Обнаружив у сына слух, мать решила, что он должен учиться играть на пианино, каковое и было незамедлительно куплено. Овчинка стоила выделки: не прошло и нескольких лет, а Генри уже сам давал уроки игры на фортепиано за 25 центов в час. Приохотила к чтению, читать Генри выучился рано и вскоре уже сам читал вслух деду Генриху, который с удовольствием слушал внука за кройкой и шитьем. Под нажимом жены Генри-старший приобрел у другого портного, англичанина Айзека Уокера, целый шкаф детских книжек. Спустя годы Миллер признается, что боялся прикоснуться к томам в красивых переплетах с золотым тиснением, стоявшим стройными рядами в книжном шкафу орехового дерева. Чего тут только не было: и сказки братьев Гримм, и Андерсен, и «Тысяча и одна ночь», и «Алиса в стране чудес», и «Робинзон Крузо», и приключенческие романы Райдера Хаггарда, про которого полвека спустя Миллер напишет целую главу в «Книгах в моей жизни». «Копи царя Соломона», а также «Трилби» Джорджа Дюморье мог перечитывать по многу раз, а вот Диккенса почему-то невзлюбил, вспоминал потом: «Его книги были мрачными, местами страшными и почти всегда тоскливыми». Сказки, приключенческие романы и детективные истории с участием Ника Картера читал не без удовольствия, однако, как мальчику и положено, предпочтение отдавал истории. «История Англии для подростков» Эллиса и популярнейшая в Америке мистификация Вашингтона Ирвинга «История Нью-Йорка от сотворения мира до конца голландской династии», якобы написанная неким Дидрихом Никербокером, зачитывались до дыр.

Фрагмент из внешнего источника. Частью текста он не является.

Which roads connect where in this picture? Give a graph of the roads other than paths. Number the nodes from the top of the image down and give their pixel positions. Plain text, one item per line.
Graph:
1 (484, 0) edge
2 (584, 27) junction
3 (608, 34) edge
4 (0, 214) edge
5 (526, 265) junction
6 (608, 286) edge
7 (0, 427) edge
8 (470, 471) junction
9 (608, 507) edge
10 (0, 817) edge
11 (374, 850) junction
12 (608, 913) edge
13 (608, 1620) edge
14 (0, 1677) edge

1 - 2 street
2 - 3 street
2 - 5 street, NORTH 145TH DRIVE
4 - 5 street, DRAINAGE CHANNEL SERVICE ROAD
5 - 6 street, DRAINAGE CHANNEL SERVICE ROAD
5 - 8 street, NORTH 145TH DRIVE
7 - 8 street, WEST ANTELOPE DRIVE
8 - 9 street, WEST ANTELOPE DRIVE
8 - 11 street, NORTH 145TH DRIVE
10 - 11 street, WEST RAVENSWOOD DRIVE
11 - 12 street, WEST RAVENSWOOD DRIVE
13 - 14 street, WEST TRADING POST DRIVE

Когда Генри подрос и пошел в школу, миссис Миллер стала следить (безуспешно) за его успеваемостью и — столь же безуспешно — за нравственностью. Любила похвастаться подругам, как сын ее любит, что было, пожалуй, некоторым преувеличением; всю жизнь потом он будет повторять, что мать никогда не любил и боялся, что, впрочем, не мешало ему быть заботливым сыном. Когда в середине 1950-х Мари Луиза заболеет раком, Генри пересечет континент и несколько месяцев просидит у изголовья умирающей.
С детства Генри предпочитал дому улицу. Любовь к свободному — без обязательств — бродячему, уличному существованию сохранится у него на всю жизнь. «На улице познаешь, что представляют собой люди на самом деле, — напишет он в „Черной весне“. — Что не с улицы, то лживо, заимствовано… Все, что со мной происходило, я брал с собой с улицы». Помните Гавроша? «Ты куда?» — «На улицу». «Ты откуда?» — «С улицы». Так и Генри.
Глава вторая БРУКЛИНСКИЙ МАЛЬЧИК, ИЛИ «СЫН ПОРТНОГО — ИНТЕЛЛЕКТУАЛ»Миллера, как мы уже знаем, патриотом Америки никак не назовешь. Но вот патриотом Бруклина можно назвать с полным основанием — «бруклинским мальчиком» или «патриотом Четырнадцатого квартала Бруклина», как он сам себя именовал. «Мое истинное образование, — будет вспоминать он, — началось на улице, на пустырях, в холодные ноябрьские дни или на ночных перекрестках, где мы часто гоняли на коньках».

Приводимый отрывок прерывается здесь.